START Provided material

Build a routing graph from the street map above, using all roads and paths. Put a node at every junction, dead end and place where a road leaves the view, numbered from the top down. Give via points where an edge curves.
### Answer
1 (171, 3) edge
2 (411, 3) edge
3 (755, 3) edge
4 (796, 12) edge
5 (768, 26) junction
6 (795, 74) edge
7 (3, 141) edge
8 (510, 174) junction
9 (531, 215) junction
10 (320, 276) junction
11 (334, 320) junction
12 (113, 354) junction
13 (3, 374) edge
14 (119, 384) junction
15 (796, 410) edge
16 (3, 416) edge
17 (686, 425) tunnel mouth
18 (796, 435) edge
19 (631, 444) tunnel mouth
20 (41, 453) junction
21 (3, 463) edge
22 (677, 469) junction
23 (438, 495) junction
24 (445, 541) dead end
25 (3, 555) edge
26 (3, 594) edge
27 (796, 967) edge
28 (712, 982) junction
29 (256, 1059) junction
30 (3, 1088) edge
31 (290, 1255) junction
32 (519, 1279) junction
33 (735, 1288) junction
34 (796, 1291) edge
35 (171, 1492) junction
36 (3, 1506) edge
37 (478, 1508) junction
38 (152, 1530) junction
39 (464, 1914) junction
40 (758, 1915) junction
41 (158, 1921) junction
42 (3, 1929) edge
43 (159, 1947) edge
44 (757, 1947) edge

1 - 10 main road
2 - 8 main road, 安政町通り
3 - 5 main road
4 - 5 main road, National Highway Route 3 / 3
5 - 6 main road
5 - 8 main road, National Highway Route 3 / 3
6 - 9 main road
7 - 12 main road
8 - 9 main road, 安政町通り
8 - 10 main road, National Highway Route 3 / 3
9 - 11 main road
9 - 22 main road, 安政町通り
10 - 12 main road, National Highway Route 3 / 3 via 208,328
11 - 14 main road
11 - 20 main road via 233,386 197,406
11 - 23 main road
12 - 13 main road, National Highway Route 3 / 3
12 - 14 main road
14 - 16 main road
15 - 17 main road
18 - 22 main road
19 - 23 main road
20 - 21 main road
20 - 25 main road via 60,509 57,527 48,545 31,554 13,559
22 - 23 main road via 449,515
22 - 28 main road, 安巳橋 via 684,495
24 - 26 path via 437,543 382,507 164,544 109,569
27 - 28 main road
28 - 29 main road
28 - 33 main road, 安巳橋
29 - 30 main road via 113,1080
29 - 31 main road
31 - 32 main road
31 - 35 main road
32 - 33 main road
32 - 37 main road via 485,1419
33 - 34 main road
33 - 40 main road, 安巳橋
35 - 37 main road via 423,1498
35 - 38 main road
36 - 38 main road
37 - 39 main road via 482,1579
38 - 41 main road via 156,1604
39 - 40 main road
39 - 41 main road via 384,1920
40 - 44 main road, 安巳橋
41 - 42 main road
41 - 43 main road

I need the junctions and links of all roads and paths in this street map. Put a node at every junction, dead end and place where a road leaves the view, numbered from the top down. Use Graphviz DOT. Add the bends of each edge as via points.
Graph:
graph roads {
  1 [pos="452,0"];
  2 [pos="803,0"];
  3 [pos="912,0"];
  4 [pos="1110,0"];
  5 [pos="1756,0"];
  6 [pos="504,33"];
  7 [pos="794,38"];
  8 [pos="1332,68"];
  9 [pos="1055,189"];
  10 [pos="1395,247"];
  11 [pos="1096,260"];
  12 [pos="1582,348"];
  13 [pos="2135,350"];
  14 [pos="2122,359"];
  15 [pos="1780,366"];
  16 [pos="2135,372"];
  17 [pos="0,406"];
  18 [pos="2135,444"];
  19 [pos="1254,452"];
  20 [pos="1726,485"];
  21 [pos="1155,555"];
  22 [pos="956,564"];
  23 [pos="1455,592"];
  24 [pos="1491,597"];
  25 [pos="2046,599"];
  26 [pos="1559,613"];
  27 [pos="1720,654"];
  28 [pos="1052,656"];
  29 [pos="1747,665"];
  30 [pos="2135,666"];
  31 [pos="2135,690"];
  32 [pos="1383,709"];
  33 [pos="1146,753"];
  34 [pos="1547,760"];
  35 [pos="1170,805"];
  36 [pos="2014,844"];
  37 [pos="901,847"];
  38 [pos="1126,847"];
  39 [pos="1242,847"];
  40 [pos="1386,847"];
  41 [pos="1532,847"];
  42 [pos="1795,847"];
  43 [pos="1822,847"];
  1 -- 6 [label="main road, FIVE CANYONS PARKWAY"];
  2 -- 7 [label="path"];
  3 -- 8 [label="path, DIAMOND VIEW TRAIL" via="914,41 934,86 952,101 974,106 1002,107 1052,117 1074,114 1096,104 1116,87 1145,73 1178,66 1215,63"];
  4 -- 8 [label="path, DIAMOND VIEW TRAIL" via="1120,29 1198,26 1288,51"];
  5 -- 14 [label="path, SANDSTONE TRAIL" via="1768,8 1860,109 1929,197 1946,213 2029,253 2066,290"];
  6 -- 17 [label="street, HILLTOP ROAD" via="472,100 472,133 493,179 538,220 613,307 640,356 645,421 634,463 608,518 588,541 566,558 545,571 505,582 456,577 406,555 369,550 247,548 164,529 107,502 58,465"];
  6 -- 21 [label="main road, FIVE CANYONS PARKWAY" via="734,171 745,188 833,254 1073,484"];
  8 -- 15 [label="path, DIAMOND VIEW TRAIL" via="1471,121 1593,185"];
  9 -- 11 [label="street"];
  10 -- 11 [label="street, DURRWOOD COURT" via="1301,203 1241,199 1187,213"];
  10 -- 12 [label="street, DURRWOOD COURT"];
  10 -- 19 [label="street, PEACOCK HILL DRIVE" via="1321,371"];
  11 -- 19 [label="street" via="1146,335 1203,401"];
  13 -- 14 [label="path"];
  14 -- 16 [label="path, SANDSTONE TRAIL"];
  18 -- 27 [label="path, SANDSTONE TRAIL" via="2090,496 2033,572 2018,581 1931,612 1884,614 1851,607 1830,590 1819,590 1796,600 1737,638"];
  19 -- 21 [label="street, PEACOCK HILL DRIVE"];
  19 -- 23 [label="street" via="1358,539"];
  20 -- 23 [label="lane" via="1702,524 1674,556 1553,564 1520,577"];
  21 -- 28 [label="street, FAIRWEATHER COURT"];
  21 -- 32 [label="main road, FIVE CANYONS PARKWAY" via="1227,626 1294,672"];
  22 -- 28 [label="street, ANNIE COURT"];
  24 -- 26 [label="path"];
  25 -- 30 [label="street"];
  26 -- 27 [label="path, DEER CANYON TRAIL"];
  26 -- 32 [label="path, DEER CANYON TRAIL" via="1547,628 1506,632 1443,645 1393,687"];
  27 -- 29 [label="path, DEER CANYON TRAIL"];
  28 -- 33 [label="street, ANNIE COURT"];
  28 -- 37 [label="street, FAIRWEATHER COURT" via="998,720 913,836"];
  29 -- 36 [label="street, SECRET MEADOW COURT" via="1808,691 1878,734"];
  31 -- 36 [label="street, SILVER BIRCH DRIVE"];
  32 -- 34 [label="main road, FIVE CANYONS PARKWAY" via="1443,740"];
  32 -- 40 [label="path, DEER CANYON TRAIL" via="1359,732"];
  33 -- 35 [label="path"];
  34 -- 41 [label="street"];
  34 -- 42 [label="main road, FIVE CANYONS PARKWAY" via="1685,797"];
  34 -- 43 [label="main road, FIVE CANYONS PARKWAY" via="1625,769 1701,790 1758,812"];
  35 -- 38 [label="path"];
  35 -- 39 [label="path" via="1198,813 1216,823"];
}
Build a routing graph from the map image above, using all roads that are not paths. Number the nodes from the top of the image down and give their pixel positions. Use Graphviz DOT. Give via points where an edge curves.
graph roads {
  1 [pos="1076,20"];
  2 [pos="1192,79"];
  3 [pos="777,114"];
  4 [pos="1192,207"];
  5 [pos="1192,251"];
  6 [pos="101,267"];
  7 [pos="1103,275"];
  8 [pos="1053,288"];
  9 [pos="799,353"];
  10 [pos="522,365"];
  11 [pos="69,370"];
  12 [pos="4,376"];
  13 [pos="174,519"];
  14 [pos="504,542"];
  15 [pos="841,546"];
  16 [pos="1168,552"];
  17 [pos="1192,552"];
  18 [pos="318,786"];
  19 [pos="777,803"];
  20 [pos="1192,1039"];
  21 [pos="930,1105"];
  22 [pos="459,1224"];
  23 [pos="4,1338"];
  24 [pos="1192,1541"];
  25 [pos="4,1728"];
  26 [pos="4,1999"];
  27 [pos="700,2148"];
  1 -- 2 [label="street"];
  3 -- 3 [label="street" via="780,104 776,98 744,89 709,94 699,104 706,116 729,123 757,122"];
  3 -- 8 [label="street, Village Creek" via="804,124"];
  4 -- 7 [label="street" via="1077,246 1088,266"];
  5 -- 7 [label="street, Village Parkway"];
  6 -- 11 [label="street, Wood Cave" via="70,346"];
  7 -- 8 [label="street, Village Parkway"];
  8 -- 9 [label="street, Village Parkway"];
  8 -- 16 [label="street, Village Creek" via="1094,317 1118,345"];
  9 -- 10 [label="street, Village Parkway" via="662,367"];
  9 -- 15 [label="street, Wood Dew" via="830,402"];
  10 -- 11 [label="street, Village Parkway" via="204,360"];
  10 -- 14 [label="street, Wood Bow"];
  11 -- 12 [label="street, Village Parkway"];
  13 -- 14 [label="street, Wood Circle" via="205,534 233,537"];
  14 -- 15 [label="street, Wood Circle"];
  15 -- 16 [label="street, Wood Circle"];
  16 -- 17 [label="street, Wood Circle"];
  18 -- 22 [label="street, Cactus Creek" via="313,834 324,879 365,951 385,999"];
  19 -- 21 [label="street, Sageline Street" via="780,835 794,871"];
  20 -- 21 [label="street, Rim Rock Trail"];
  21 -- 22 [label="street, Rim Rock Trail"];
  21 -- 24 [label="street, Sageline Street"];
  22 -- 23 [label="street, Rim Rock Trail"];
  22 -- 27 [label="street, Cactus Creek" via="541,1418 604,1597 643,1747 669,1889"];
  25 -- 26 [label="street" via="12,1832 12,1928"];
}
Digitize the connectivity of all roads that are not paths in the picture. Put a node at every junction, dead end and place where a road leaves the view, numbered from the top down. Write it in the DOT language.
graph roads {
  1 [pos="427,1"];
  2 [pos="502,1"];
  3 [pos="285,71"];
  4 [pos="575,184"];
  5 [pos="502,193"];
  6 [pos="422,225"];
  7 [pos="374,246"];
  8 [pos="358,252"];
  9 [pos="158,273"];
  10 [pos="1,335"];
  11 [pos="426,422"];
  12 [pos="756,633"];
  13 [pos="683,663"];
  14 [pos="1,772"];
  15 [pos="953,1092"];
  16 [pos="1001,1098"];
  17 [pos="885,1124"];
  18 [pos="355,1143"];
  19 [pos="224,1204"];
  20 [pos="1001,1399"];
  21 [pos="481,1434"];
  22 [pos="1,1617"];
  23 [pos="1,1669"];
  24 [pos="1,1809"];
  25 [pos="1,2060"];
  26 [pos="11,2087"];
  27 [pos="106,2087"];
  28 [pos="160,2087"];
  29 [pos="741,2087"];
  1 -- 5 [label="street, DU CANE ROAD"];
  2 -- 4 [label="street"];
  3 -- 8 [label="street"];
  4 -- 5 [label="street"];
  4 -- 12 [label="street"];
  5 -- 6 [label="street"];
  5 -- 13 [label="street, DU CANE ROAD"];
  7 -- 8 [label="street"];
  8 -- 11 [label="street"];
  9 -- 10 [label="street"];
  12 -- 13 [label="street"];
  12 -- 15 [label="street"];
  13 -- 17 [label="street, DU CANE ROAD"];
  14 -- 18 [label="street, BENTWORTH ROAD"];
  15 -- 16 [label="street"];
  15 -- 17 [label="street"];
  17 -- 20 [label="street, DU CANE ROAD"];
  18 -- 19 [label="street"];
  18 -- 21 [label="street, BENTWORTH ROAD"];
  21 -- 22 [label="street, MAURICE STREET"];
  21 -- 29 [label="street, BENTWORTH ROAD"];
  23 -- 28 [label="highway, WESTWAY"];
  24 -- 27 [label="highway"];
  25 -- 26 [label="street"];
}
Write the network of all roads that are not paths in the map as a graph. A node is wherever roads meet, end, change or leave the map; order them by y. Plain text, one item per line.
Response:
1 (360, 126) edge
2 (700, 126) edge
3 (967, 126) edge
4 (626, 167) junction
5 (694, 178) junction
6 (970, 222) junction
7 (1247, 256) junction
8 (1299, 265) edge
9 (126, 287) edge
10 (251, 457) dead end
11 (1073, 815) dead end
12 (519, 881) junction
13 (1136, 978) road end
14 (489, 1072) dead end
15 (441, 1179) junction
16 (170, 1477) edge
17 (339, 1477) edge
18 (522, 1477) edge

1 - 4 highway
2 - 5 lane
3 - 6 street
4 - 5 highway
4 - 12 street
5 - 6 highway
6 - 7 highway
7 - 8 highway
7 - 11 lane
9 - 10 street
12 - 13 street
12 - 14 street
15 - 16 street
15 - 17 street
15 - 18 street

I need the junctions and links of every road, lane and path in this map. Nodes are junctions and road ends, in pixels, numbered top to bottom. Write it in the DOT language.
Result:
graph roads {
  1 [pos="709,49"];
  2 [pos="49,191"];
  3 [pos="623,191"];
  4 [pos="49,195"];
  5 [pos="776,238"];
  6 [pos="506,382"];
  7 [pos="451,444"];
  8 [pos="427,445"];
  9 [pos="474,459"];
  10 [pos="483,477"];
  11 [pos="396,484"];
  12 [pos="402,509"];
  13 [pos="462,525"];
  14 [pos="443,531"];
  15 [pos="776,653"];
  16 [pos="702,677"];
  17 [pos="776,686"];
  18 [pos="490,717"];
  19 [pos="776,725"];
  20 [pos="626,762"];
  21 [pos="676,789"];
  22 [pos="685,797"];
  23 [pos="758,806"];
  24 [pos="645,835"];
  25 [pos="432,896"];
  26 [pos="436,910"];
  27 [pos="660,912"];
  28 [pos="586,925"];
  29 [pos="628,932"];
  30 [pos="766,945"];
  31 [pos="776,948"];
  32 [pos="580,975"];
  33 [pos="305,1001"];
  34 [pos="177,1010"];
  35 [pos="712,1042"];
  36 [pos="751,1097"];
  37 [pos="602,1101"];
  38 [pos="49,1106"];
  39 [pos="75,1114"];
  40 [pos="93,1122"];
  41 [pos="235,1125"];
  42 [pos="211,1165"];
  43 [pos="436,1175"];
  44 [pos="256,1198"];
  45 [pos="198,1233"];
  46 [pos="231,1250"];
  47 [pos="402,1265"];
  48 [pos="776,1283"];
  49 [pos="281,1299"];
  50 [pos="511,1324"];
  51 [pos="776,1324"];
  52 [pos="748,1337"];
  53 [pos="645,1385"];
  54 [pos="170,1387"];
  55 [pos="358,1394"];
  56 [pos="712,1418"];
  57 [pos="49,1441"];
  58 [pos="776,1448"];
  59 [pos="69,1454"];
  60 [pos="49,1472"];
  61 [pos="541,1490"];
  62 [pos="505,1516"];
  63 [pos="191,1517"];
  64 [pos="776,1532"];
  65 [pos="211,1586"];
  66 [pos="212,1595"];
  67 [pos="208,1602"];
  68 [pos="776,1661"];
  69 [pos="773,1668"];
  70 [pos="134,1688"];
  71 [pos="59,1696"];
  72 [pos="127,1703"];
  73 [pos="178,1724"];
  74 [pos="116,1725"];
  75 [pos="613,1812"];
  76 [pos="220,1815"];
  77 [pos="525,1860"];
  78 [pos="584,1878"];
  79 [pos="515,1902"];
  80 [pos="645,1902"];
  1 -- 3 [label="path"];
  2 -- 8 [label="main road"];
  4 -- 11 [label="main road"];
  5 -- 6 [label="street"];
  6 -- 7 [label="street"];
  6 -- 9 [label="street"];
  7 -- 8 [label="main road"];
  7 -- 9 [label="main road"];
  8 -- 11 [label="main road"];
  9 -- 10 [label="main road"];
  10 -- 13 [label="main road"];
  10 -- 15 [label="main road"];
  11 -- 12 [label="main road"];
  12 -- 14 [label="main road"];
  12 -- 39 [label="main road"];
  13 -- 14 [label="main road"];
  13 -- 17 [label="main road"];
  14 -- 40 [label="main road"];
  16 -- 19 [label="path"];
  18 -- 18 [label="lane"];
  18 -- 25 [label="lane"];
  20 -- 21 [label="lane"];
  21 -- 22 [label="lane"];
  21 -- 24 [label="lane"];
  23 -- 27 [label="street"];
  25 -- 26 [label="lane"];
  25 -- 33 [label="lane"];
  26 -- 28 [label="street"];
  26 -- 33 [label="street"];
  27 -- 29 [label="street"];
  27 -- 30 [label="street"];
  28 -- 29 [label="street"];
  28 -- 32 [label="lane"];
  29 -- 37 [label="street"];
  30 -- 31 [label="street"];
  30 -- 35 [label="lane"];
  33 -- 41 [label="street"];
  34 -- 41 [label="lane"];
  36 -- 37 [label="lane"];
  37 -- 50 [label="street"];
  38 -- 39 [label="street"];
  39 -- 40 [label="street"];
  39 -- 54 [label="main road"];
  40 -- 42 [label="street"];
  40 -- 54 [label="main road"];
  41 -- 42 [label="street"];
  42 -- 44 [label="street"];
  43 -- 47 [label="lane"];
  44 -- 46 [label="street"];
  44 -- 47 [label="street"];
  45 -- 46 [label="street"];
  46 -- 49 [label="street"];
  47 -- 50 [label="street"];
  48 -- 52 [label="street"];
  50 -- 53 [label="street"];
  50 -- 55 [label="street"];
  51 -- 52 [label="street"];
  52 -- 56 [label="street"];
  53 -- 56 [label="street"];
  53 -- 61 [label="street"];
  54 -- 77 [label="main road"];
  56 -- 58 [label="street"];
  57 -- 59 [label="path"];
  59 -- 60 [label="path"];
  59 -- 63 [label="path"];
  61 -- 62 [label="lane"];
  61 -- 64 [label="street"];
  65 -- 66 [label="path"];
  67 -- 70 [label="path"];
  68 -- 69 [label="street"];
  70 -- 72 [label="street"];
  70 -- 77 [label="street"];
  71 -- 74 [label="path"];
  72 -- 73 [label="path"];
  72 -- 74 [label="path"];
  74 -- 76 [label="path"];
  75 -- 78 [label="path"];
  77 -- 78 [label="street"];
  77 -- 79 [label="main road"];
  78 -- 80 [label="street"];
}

END Provided material

Locate the string "using" in the listing above and copy every line where it occurs.

Build a routing graph from the street map above, using all roads and paths. Put a node at every junction, dead end and place where a road leaves the view, numbered from the top down. Give via points where an edge curves.
Build a routing graph from the map image above, using all roads that are not paths. Number the nodes from the top of the image down and give their pixel positions. Use Graphviz DOT. Give via points where an edge curves.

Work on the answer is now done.